**EXERCISE BRIEF**. Write only the number of lines in the data that contain the word "every".

[Stored data]
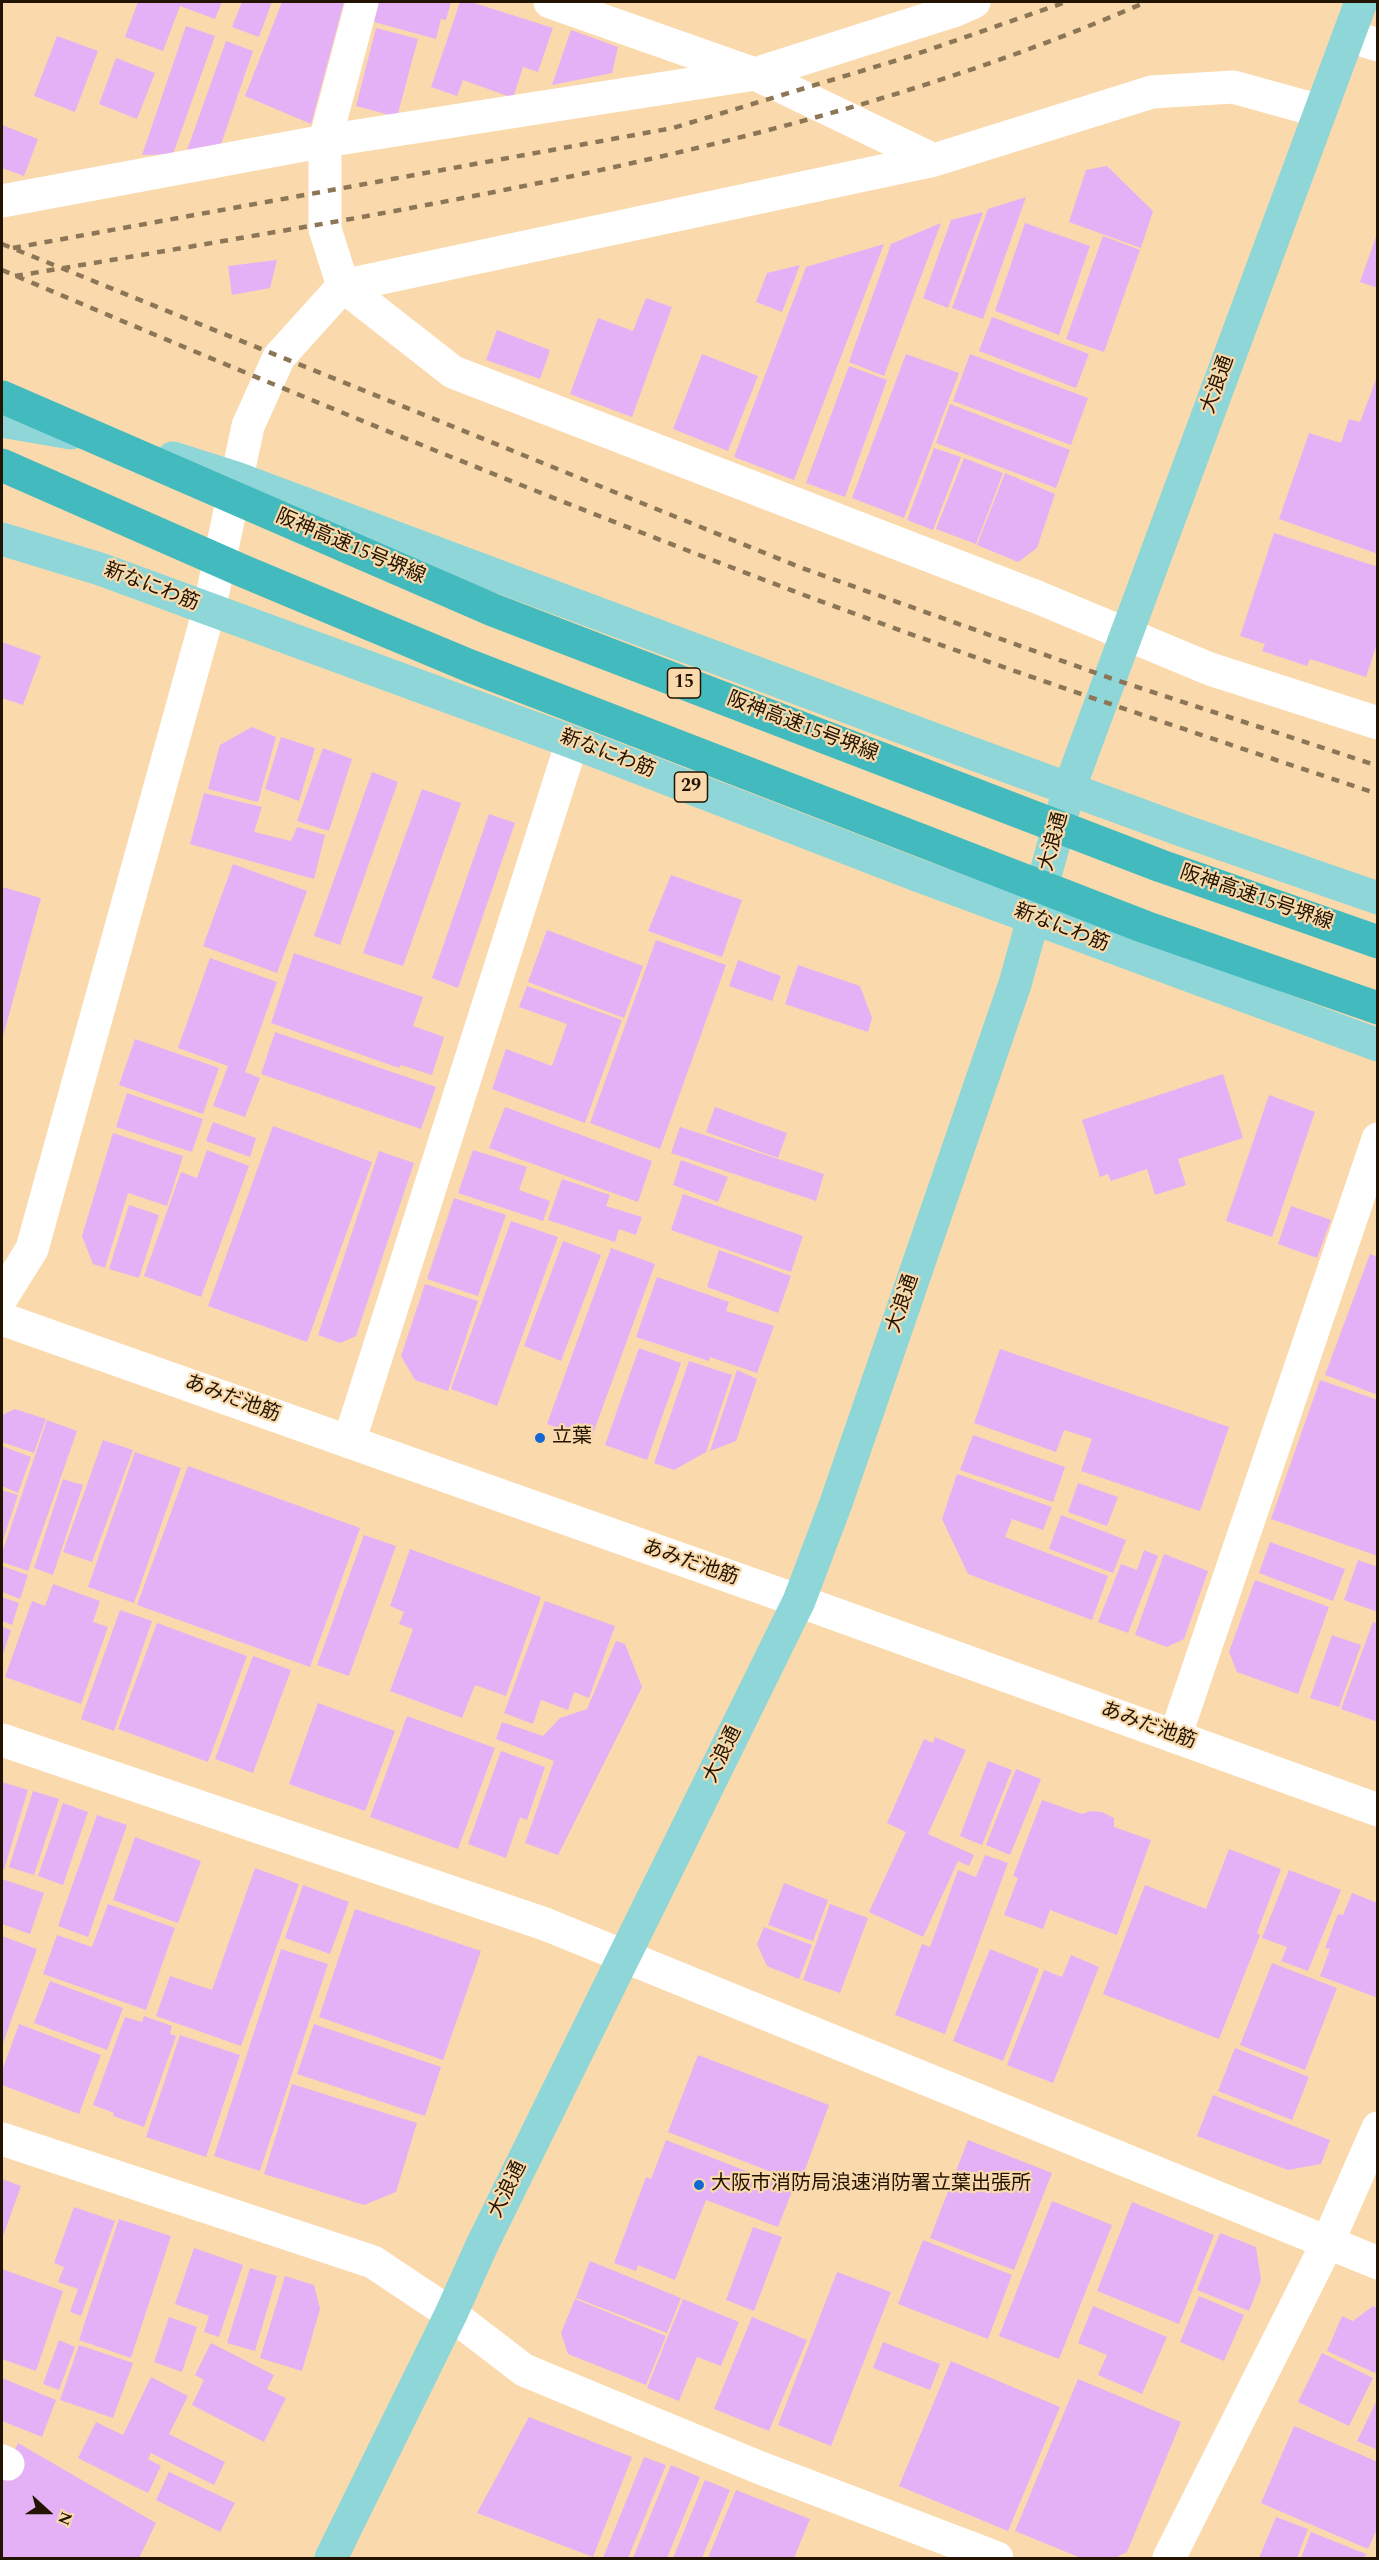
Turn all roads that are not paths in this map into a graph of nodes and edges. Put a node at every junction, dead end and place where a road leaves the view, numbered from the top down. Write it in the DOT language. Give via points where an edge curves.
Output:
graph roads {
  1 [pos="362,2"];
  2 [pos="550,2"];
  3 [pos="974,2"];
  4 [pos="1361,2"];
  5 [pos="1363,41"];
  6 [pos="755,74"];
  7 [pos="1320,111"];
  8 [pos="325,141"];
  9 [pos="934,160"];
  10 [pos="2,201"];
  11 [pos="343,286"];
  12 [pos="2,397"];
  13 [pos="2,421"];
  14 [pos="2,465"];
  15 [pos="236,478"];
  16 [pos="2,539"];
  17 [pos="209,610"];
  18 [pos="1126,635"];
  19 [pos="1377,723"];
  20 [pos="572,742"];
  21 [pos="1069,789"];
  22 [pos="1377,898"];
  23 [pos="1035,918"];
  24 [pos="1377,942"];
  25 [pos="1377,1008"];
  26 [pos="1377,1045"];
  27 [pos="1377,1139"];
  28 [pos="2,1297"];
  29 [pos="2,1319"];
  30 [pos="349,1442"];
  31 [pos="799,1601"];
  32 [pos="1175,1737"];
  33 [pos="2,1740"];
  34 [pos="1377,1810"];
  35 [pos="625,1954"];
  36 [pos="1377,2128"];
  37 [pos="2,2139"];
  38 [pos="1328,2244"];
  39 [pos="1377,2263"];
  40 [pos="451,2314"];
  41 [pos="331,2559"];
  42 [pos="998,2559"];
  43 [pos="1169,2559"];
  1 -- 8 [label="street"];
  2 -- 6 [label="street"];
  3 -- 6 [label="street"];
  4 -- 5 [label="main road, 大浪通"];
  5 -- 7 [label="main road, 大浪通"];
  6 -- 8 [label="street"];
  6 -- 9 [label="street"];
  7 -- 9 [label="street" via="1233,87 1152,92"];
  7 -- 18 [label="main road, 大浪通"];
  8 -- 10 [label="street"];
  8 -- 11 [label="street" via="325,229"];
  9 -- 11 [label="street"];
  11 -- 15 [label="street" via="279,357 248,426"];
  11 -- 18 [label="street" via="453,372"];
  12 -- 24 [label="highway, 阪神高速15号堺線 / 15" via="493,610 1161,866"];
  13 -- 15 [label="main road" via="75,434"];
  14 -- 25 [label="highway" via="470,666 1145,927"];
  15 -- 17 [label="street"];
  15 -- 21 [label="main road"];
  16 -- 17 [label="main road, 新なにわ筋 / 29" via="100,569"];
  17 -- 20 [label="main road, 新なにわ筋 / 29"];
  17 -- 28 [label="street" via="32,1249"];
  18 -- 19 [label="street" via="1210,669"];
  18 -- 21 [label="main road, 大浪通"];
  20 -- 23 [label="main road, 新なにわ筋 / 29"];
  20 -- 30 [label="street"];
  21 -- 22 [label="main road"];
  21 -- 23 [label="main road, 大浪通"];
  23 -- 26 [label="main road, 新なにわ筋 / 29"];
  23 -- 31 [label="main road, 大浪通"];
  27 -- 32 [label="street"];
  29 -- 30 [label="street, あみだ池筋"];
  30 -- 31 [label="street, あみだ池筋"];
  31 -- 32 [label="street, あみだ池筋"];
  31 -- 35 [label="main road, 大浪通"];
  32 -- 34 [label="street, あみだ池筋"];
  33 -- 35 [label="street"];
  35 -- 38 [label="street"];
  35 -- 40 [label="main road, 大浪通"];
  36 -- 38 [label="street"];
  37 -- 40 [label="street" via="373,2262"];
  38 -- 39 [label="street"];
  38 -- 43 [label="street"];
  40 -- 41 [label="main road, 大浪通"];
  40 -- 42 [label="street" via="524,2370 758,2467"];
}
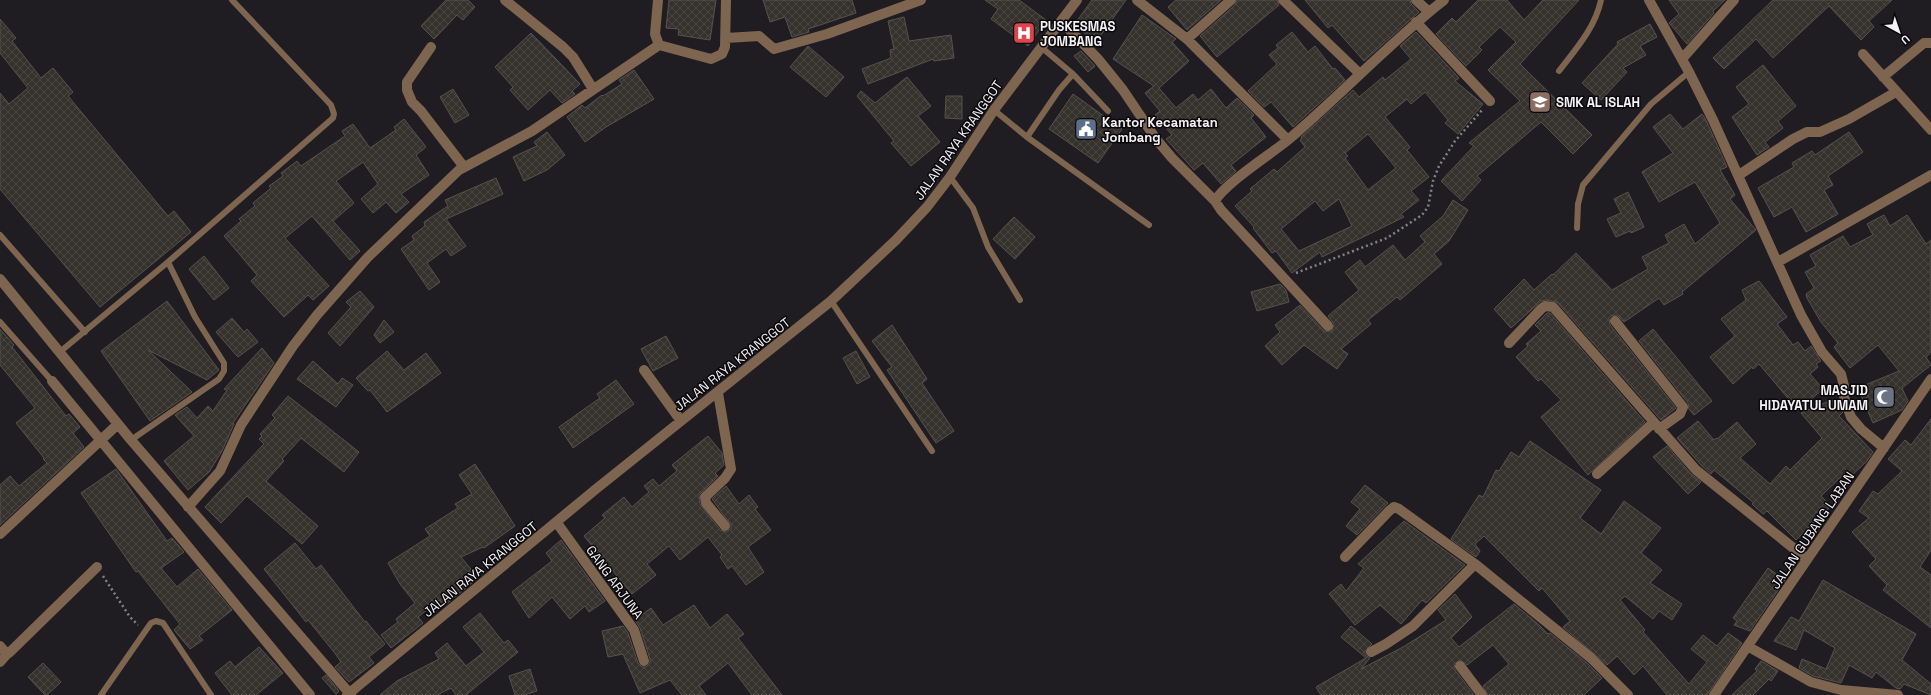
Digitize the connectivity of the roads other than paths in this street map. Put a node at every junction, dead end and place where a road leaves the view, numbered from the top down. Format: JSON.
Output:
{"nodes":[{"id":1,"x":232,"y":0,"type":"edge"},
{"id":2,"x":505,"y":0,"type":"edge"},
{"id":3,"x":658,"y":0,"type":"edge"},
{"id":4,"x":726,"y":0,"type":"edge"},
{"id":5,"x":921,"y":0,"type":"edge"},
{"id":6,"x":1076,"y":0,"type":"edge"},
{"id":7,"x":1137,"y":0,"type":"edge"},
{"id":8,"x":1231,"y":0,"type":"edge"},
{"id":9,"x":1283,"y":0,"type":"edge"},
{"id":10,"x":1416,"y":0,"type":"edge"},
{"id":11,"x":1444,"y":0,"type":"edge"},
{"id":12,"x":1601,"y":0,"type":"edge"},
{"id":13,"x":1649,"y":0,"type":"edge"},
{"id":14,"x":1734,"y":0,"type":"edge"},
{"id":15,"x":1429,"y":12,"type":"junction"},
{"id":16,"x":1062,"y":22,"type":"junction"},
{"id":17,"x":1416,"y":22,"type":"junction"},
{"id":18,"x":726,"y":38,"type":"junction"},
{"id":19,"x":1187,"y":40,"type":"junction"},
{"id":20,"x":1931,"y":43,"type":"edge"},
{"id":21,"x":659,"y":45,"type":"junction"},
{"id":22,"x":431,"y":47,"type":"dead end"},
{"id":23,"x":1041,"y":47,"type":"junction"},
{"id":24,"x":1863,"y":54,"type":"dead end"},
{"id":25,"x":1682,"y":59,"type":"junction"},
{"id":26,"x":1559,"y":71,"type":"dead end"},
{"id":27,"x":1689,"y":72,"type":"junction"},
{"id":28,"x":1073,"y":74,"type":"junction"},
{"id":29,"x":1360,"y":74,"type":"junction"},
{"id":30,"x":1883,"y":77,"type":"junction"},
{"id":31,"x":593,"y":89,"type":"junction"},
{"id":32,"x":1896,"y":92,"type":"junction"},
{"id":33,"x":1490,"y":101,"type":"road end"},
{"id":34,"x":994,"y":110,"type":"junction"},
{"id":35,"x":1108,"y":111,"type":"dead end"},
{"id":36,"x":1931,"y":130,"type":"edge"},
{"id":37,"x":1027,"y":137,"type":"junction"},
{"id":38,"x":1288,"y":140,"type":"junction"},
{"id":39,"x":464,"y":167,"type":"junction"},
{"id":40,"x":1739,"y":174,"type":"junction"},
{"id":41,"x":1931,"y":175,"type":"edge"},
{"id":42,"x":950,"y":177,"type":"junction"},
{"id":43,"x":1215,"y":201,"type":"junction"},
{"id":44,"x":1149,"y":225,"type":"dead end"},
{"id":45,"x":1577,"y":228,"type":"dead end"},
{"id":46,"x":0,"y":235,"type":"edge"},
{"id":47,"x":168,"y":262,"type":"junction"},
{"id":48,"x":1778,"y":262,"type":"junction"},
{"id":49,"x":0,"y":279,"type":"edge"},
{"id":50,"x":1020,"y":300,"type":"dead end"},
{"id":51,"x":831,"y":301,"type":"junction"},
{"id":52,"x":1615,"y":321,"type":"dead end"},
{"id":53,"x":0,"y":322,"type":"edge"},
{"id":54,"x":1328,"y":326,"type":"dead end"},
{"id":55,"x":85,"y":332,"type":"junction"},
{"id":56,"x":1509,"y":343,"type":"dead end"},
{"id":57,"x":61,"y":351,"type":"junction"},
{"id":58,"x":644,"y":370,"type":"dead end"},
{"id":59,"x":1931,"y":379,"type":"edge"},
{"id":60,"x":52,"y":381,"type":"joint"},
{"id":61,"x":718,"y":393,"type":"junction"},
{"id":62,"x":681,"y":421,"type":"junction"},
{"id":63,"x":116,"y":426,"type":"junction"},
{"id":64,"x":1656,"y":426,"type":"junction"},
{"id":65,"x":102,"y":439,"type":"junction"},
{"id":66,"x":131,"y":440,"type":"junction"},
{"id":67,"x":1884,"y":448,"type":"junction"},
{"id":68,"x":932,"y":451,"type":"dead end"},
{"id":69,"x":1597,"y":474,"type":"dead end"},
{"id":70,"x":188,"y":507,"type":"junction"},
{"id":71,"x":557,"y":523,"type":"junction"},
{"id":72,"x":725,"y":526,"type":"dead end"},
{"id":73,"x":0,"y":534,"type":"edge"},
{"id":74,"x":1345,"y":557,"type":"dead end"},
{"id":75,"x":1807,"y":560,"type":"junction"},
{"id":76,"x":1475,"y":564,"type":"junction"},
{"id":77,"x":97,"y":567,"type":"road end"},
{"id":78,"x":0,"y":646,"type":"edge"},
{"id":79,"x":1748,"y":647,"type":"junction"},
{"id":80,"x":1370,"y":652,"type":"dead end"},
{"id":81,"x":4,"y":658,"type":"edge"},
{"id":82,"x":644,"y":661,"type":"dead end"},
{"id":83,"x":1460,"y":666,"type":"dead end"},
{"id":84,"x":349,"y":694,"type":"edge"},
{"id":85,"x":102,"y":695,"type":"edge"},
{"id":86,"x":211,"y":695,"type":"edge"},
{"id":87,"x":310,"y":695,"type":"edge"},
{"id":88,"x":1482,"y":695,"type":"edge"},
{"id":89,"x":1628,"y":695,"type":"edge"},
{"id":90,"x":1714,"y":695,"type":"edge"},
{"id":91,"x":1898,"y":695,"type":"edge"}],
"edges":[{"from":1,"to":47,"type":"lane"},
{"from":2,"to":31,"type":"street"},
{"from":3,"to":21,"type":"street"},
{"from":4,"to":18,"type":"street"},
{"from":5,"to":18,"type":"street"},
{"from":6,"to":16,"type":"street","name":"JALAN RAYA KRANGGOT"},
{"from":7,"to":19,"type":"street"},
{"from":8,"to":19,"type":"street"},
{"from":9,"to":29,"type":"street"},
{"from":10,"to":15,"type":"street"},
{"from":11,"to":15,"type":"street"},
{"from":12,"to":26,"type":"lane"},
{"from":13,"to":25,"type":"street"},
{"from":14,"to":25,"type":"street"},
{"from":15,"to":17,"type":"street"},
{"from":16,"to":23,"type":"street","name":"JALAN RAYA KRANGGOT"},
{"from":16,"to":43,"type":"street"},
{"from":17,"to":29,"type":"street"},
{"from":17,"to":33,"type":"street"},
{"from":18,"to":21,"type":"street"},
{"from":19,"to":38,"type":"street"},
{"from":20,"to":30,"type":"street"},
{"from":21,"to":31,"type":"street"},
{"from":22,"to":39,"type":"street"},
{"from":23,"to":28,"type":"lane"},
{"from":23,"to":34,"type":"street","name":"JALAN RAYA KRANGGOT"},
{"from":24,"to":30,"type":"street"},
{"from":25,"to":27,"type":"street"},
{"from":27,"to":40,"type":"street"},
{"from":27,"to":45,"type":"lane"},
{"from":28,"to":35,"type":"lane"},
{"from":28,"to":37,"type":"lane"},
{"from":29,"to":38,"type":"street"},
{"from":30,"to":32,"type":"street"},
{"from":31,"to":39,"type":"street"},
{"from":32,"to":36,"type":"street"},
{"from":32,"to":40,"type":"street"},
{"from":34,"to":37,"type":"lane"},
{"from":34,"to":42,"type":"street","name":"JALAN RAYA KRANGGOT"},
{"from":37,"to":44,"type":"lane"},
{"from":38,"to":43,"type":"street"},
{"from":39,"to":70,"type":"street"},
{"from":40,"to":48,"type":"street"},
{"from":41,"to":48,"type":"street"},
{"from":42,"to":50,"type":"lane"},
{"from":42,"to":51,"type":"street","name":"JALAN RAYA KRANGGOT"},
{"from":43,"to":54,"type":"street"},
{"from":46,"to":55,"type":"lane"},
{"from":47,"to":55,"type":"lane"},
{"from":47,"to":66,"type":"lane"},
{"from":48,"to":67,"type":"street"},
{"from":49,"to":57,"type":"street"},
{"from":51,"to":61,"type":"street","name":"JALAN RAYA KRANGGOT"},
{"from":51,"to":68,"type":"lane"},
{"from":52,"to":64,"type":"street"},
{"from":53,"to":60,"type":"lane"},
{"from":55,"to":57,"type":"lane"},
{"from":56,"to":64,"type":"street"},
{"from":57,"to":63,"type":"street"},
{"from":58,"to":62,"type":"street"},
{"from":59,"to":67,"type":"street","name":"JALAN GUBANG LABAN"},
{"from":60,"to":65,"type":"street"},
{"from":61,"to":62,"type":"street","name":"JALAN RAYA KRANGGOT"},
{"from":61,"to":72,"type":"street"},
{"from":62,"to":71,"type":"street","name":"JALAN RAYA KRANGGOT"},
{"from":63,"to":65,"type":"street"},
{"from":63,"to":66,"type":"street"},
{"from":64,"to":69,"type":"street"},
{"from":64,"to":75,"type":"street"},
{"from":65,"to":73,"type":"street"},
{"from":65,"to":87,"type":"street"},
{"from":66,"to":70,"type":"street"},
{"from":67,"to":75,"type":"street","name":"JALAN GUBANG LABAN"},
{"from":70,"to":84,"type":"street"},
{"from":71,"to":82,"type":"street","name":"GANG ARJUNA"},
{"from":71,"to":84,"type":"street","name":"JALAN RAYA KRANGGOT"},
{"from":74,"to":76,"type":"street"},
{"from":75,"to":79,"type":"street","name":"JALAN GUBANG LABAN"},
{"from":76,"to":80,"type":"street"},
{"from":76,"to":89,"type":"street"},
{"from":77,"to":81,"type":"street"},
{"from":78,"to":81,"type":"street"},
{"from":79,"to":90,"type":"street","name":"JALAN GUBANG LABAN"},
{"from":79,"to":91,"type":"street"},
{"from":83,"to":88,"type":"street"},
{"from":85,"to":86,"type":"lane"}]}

**SOLUTION BELOW**. 2